Larry Diamond, a sociologist at Stanford, has described the past decade as a period of “democratic recession.” Worldwide, the number of democratic states has diminished. Within many of the remaining democracies, the quality of governance has deteriorated.
What has happened in Hungary since 2010 offers an example—and a blueprint for would-be strongmen. Hungary is a member state of the European Union and a signatory of the European Convention on Human Rights. It has elections and uncensored internet. Yet Hungary is ceasing to be a free country.
The transition has been nonviolent, often not even very dramatic. Opponents of the regime are not murdered or imprisoned, although many are harassed with building inspections and tax audits. If they work for the government, or for a company susceptible to government pressure, they risk their jobs by speaking out. Nonetheless, they are free to emigrate anytime they like. Those with money can even take it with them. Day in and day out, the regime works more through inducements than through intimidation. The courts are packed, and forgiving of the regime’s allies. Friends of the government win state contracts at high prices and borrow on easy terms from the central bank. Those on the inside grow rich by favoritism; those on the outside suffer from the general deterioration of the economy.
Prime Minister Viktor Orbán’s rule over Hungary does depend on elections. These remain open and more or less free—at least in the sense that ballots are counted accurately. Yet they are not quite fair. Electoral rules favor incumbent power-holders in ways both obvious and subtle. Independent media lose advertising under government pressure; government allies own more and more media outlets each year. The government sustains support even in the face of bad news by artfully generating an endless sequence of controversies that leave culturally conservative Hungarians feeling misunderstood and victimized by liberals, foreigners, and Jews.
You could tell a similar story of the slide away from democracy in South Africa under Nelson Mandela’s successors, in Venezuela under the thug-thief Hugo Chávez, or in the Philippines under the murderous Rodrigo Duterte. A comparable transformation has recently begun in Poland, and could come to France should Marine Le Pen, the National Front’s candidate, win the presidency.

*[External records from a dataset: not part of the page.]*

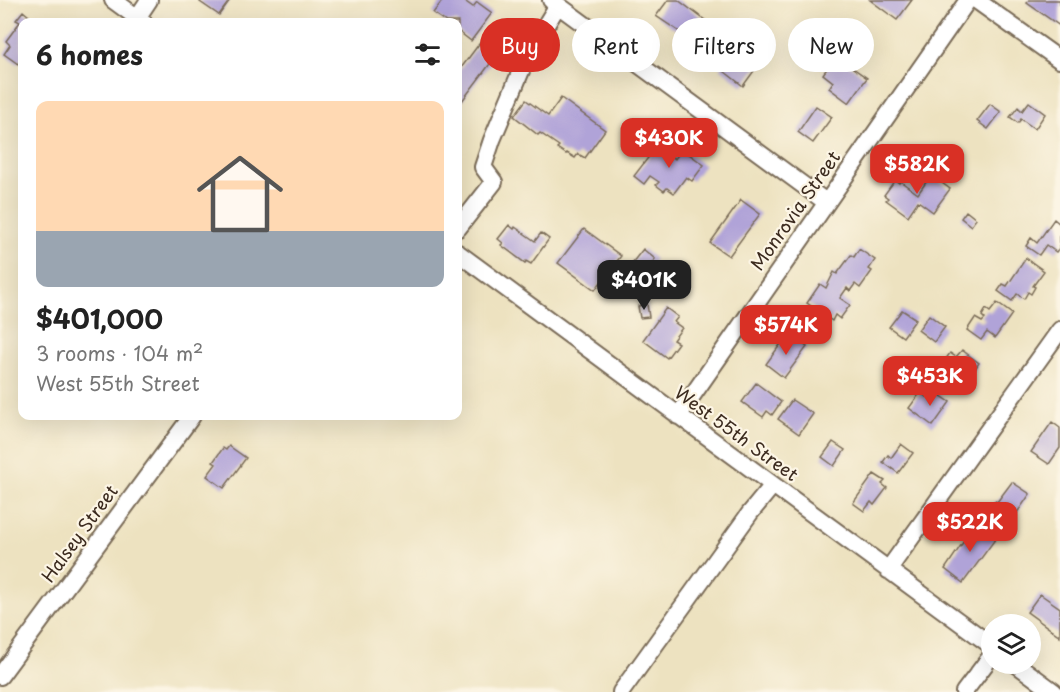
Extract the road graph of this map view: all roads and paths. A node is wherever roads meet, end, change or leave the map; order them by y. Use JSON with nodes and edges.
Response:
{"nodes":[{"id":1,"x":112,"y":0,"type":"edge"},
{"id":2,"x":149,"y":0,"type":"edge"},
{"id":3,"x":968,"y":0,"type":"edge"},
{"id":4,"x":976,"y":0,"type":"edge"},
{"id":5,"x":554,"y":3,"type":"edge"},
{"id":6,"x":137,"y":18,"type":"edge"},
{"id":7,"x":141,"y":18,"type":"edge"},
{"id":8,"x":1060,"y":60,"type":"edge"},
{"id":9,"x":826,"y":202,"type":"junction"},
{"id":10,"x":462,"y":223,"type":"edge"},
{"id":11,"x":462,"y":257,"type":"edge"},
{"id":12,"x":1060,"y":330,"type":"edge"},
{"id":13,"x":678,"y":416,"type":"junction"},
{"id":14,"x":189,"y":420,"type":"edge"},
{"id":15,"x":773,"y":485,"type":"junction"},
{"id":16,"x":888,"y":570,"type":"junction"},
{"id":17,"x":981,"y":638,"type":"edge"},
{"id":18,"x":981,"y":670,"type":"edge"},
{"id":19,"x":1030,"y":674,"type":"edge"},
{"id":20,"x":0,"y":676,"type":"edge"},
{"id":21,"x":621,"y":692,"type":"edge"},
{"id":22,"x":964,"y":692,"type":"edge"},
{"id":23,"x":1054,"y":692,"type":"edge"}],
"edges":[{"from":1,"to":6,"type":"street"},
{"from":2,"to":7,"type":"street"},
{"from":3,"to":9,"type":"street","name":"Monrovia Street"},
{"from":4,"to":8,"type":"street"},
{"from":5,"to":9,"type":"street"},
{"from":5,"to":10,"type":"street"},
{"from":9,"to":13,"type":"street","name":"Monrovia Street"},
{"from":11,"to":13,"type":"street","name":"West 55th Street"},
{"from":12,"to":16,"type":"street"},
{"from":13,"to":15,"type":"street","name":"West 55th Street"},
{"from":14,"to":20,"type":"street","name":"Halsey Street"},
{"from":15,"to":16,"type":"street","name":"West 55th Street"},
{"from":15,"to":21,"type":"street"},
{"from":16,"to":17,"type":"street","name":"West 55th Street"},
{"from":18,"to":22,"type":"street"},
{"from":19,"to":23,"type":"street"}]}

[T]he American system is also perforated by vulnerabilities no less dangerous for being so familiar. Supreme among those vulnerabilities is reliance on the personal qualities of the man or woman who wields the awesome powers of the presidency. A British prime minister can lose power in minutes if he or she forfeits the confidence of the majority in Parliament. The president of the United States, on the other hand, is restrained first and foremost by his own ethics and public spirit. What happens if somebody comes to the high office lacking those qualities?
Donald Trump, however, represents something much more radical. A president who plausibly owes his office at least in part to a clandestine intervention by a hostile foreign intelligence service? Who uses the bully pulpit to target individual critics? Who creates blind trusts that are not blind, invites his children to commingle private and public business, and somehow gets the unhappy members of his own political party either to endorse his choices or shrug them off? If this were happening in Honduras, we’d know what to call it. It’s happening here instead, and so we are baffled.
DONALD TRUMP will not set out to build an authoritarian state. His immediate priority seems likely to be to use the presidency to enrich himself. But as he does so, he will need to protect himself from legal risk. Being Trump, he will also inevitably wish to inflict payback on his critics. Construction of an apparatus of impunity and revenge will begin haphazardly and opportunistically. But it will accelerate. It will have to.
If Congress is quiescent, what can Trump do? A better question, perhaps, is what can’t he do?